What to do — Drop every image and restate the entries below word for word.
════════════════
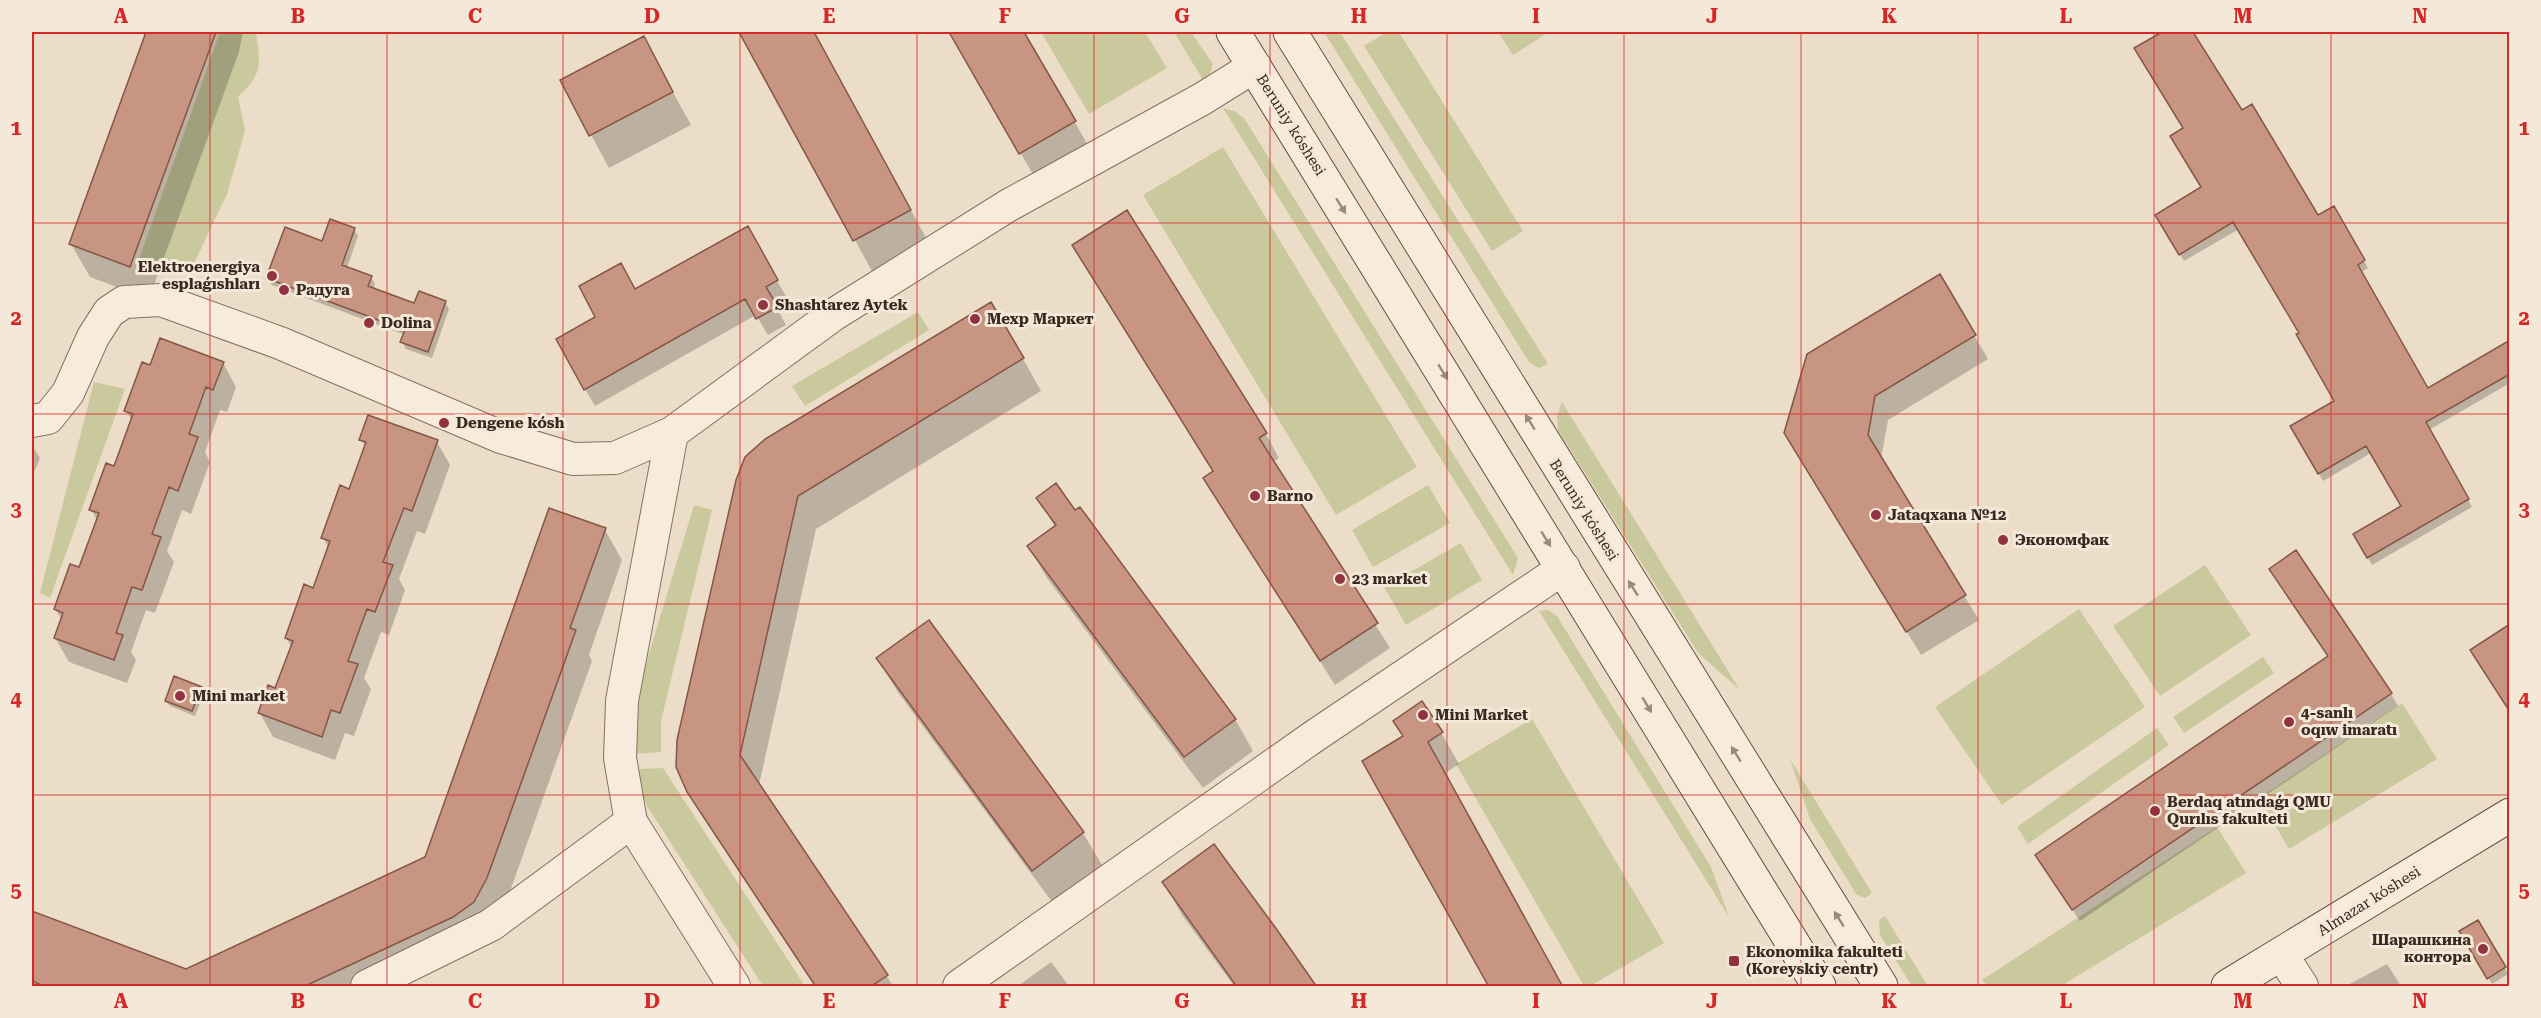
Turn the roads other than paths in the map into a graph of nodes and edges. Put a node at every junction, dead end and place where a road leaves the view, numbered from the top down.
1 (1233, 32) edge
2 (1290, 32) edge
3 (1255, 66) junction
4 (32, 422) edge
5 (672, 433) junction
6 (1564, 568) junction
7 (2510, 815) edge
8 (631, 822) junction
9 (2282, 955) junction
10 (367, 987) edge
11 (734, 987) edge
12 (959, 987) edge
13 (1819, 987) edge
14 (1881, 987) edge
15 (2228, 987) edge
16 (2302, 987) edge

1 - 3 street, Beruniy kóshesi
14 -> 2 street, Beruniy kóshesi
3 - 5 street
3 -> 6 street, Beruniy kóshesi
4 - 5 street
5 - 8 street
6 - 12 street
6 -> 13 street, Beruniy kóshesi
7 - 9 street, Almazar kóshesi
8 - 10 street
8 - 11 street
9 - 15 street, Almazar kóshesi
9 - 16 street

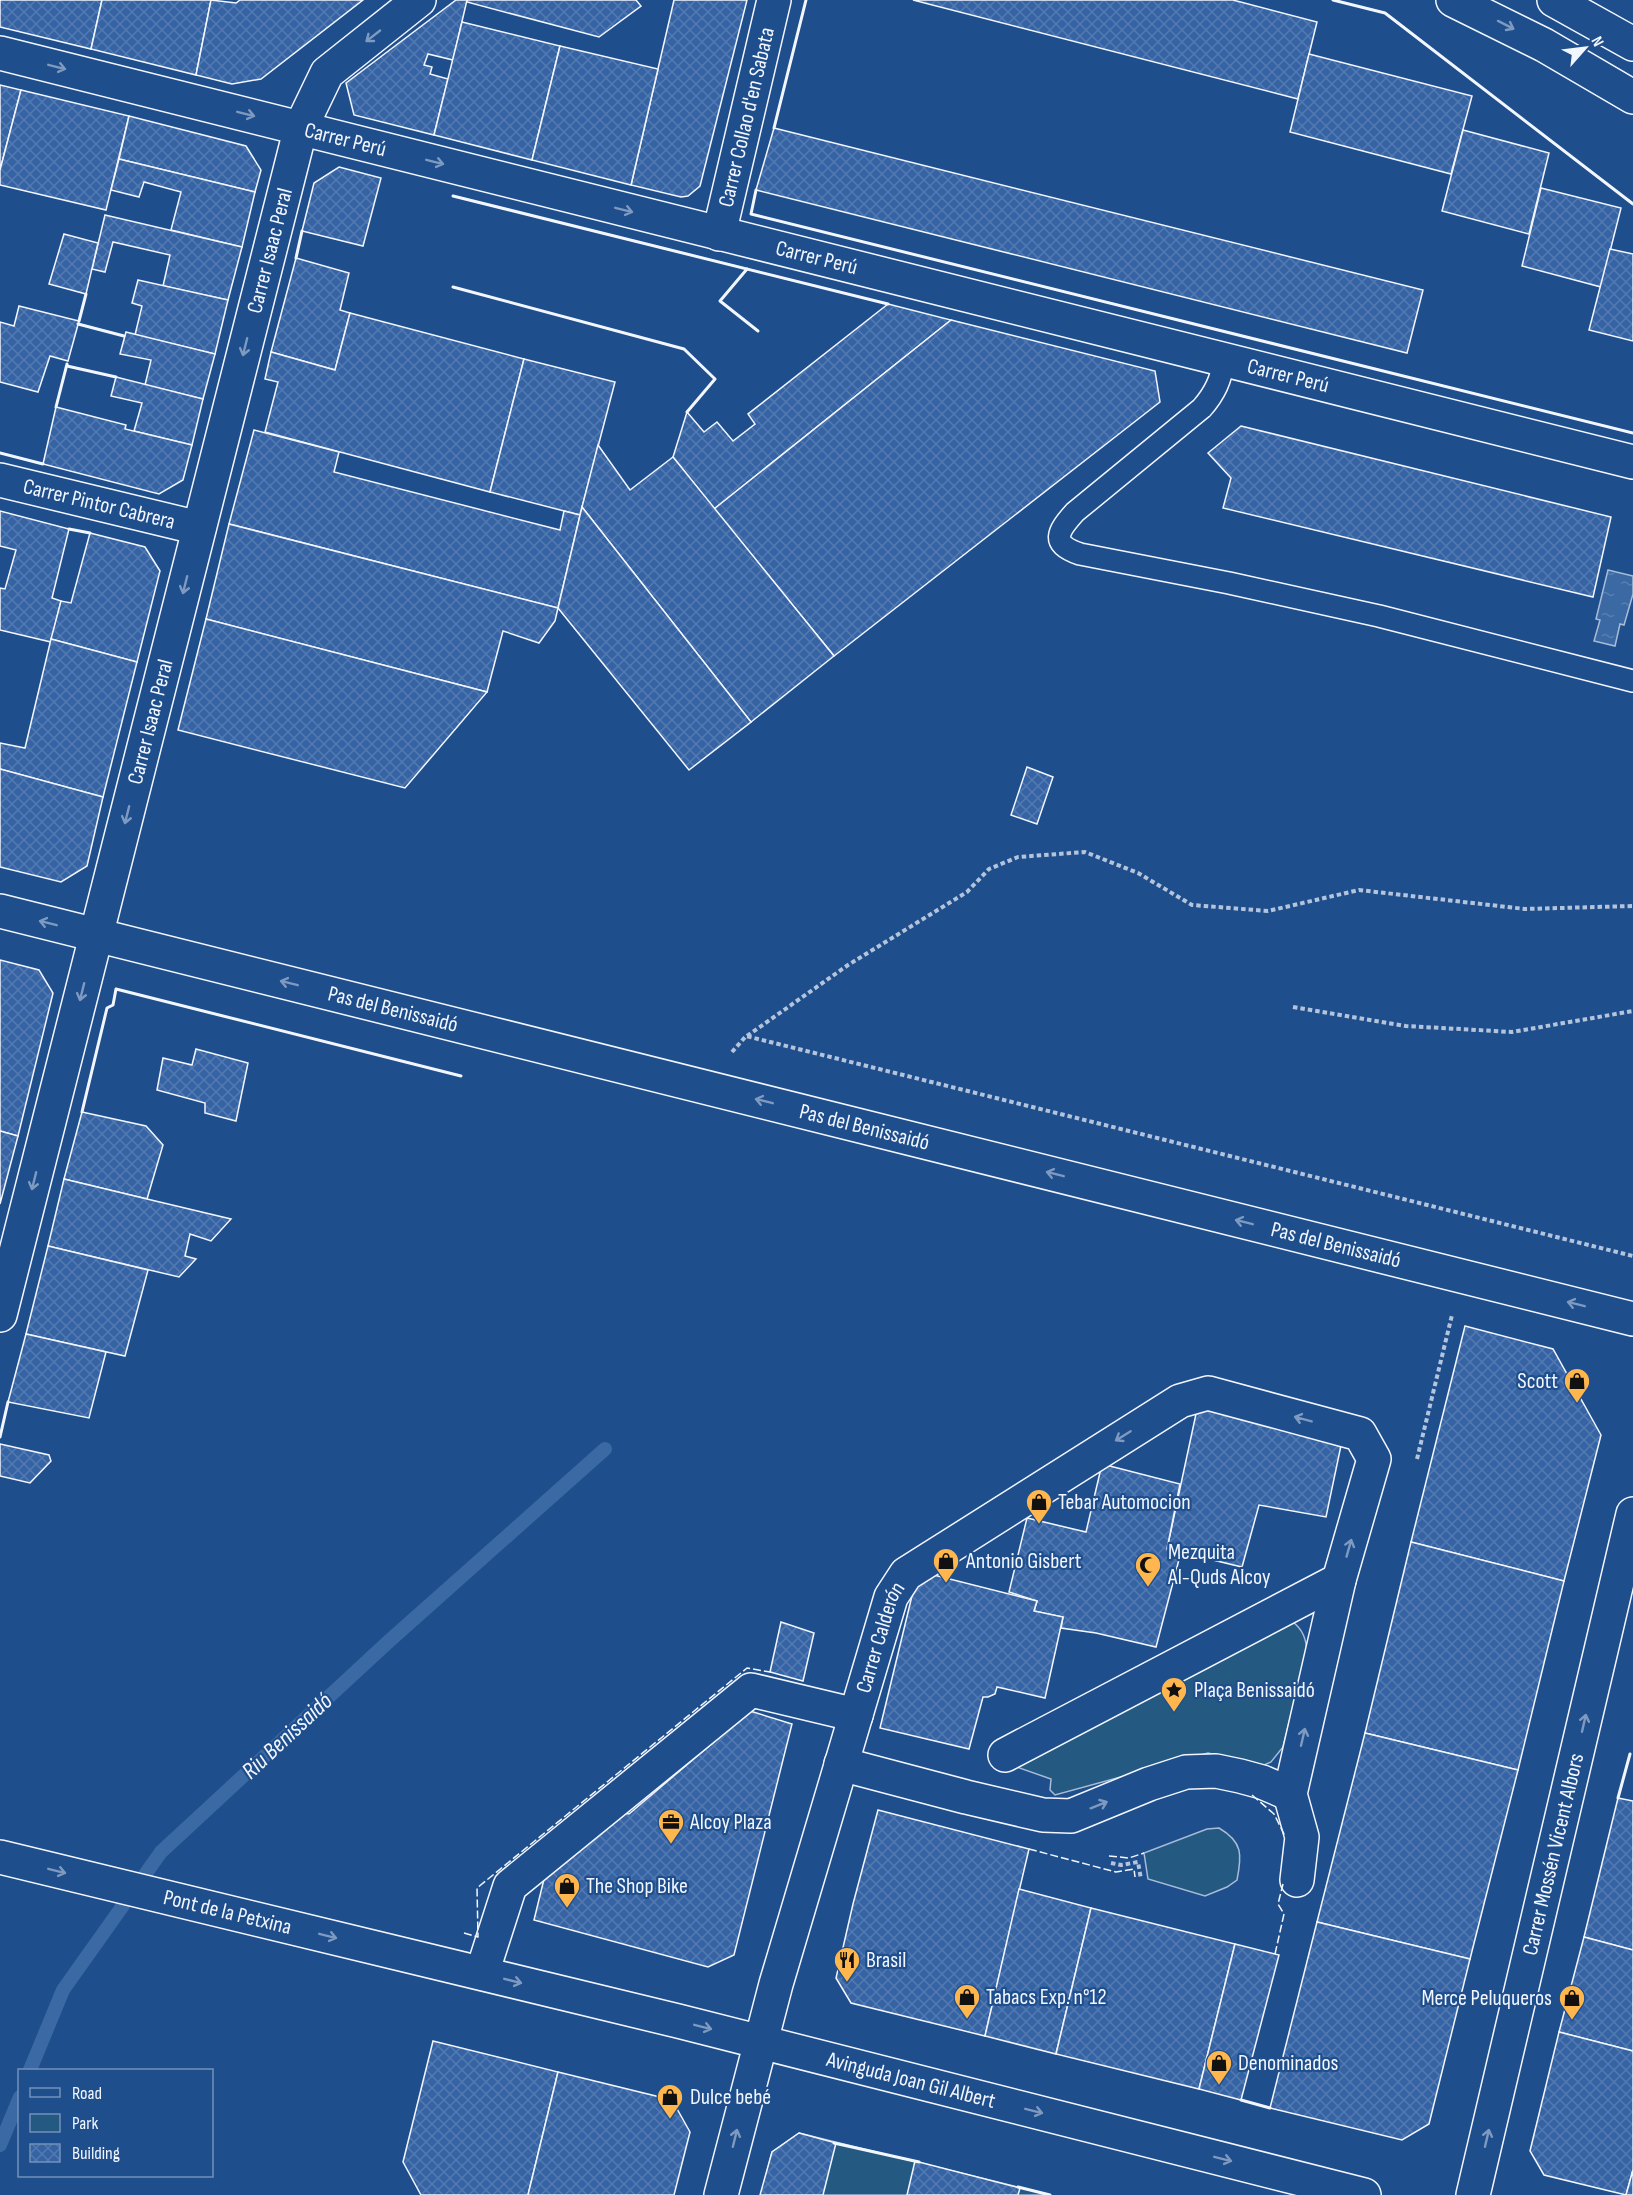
════════════════
Answer to this problem —
Turn the roads other than paths in the map into a graph of nodes and edges. Put a node at every junction, dead end and place where a road leaves the view, numbered from the top down.
1 (1233, 32) edge
2 (1290, 32) edge
3 (1255, 66) junction
4 (32, 422) edge
5 (672, 433) junction
6 (1564, 568) junction
7 (2510, 815) edge
8 (631, 822) junction
9 (2282, 955) junction
10 (367, 987) edge
11 (734, 987) edge
12 (959, 987) edge
13 (1819, 987) edge
14 (1881, 987) edge
15 (2228, 987) edge
16 (2302, 987) edge

1 - 3 street, Beruniy kóshesi
14 -> 2 street, Beruniy kóshesi
3 - 5 street
3 -> 6 street, Beruniy kóshesi
4 - 5 street
5 - 8 street
6 - 12 street
6 -> 13 street, Beruniy kóshesi
7 - 9 street, Almazar kóshesi
8 - 10 street
8 - 11 street
9 - 15 street, Almazar kóshesi
9 - 16 street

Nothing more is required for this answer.